======== The records

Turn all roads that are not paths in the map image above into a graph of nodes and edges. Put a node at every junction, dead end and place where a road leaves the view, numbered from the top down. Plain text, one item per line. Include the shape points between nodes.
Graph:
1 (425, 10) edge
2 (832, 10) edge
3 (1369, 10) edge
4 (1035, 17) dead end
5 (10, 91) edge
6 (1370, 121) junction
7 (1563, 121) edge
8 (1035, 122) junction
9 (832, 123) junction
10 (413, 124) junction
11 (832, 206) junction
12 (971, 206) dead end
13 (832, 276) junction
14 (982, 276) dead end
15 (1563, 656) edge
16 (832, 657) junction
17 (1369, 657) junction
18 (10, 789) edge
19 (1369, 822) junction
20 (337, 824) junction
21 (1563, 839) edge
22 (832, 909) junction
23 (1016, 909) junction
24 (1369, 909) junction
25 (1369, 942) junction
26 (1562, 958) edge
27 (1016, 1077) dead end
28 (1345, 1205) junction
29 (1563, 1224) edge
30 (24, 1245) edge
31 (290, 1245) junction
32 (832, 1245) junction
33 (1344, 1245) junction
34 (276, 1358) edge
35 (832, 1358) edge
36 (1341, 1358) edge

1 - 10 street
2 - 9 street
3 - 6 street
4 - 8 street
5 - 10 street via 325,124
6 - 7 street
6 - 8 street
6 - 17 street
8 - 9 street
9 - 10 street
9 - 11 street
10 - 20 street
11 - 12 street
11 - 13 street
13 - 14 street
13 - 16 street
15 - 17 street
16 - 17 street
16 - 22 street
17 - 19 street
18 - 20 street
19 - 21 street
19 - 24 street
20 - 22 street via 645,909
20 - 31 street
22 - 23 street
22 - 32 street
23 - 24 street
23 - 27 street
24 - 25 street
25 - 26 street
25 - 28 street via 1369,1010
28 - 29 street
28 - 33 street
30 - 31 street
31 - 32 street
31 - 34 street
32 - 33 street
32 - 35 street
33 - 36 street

================

What this task involves: Could you retype every record above exactly as it appears?

Reply:
Turn all roads that are not paths in the map image above into a graph of nodes and edges. Put a node at every junction, dead end and place where a road leaves the view, numbered from the top down. Plain text, one item per line. Include the shape points between nodes.
Graph:
1 (425, 10) edge
2 (832, 10) edge
3 (1369, 10) edge
4 (1035, 17) dead end
5 (10, 91) edge
6 (1370, 121) junction
7 (1563, 121) edge
8 (1035, 122) junction
9 (832, 123) junction
10 (413, 124) junction
11 (832, 206) junction
12 (971, 206) dead end
13 (832, 276) junction
14 (982, 276) dead end
15 (1563, 656) edge
16 (832, 657) junction
17 (1369, 657) junction
18 (10, 789) edge
19 (1369, 822) junction
20 (337, 824) junction
21 (1563, 839) edge
22 (832, 909) junction
23 (1016, 909) junction
24 (1369, 909) junction
25 (1369, 942) junction
26 (1562, 958) edge
27 (1016, 1077) dead end
28 (1345, 1205) junction
29 (1563, 1224) edge
30 (24, 1245) edge
31 (290, 1245) junction
32 (832, 1245) junction
33 (1344, 1245) junction
34 (276, 1358) edge
35 (832, 1358) edge
36 (1341, 1358) edge

1 - 10 street
2 - 9 street
3 - 6 street
4 - 8 street
5 - 10 street via 325,124
6 - 7 street
6 - 8 street
6 - 17 street
8 - 9 street
9 - 10 street
9 - 11 street
10 - 20 street
11 - 12 street
11 - 13 street
13 - 14 street
13 - 16 street
15 - 17 street
16 - 17 street
16 - 22 street
17 - 19 street
18 - 20 street
19 - 21 street
19 - 24 street
20 - 22 street via 645,909
20 - 31 street
22 - 23 street
22 - 32 street
23 - 24 street
23 - 27 street
24 - 25 street
25 - 26 street
25 - 28 street via 1369,1010
28 - 29 street
28 - 33 street
30 - 31 street
31 - 32 street
31 - 34 street
32 - 33 street
32 - 35 street
33 - 36 street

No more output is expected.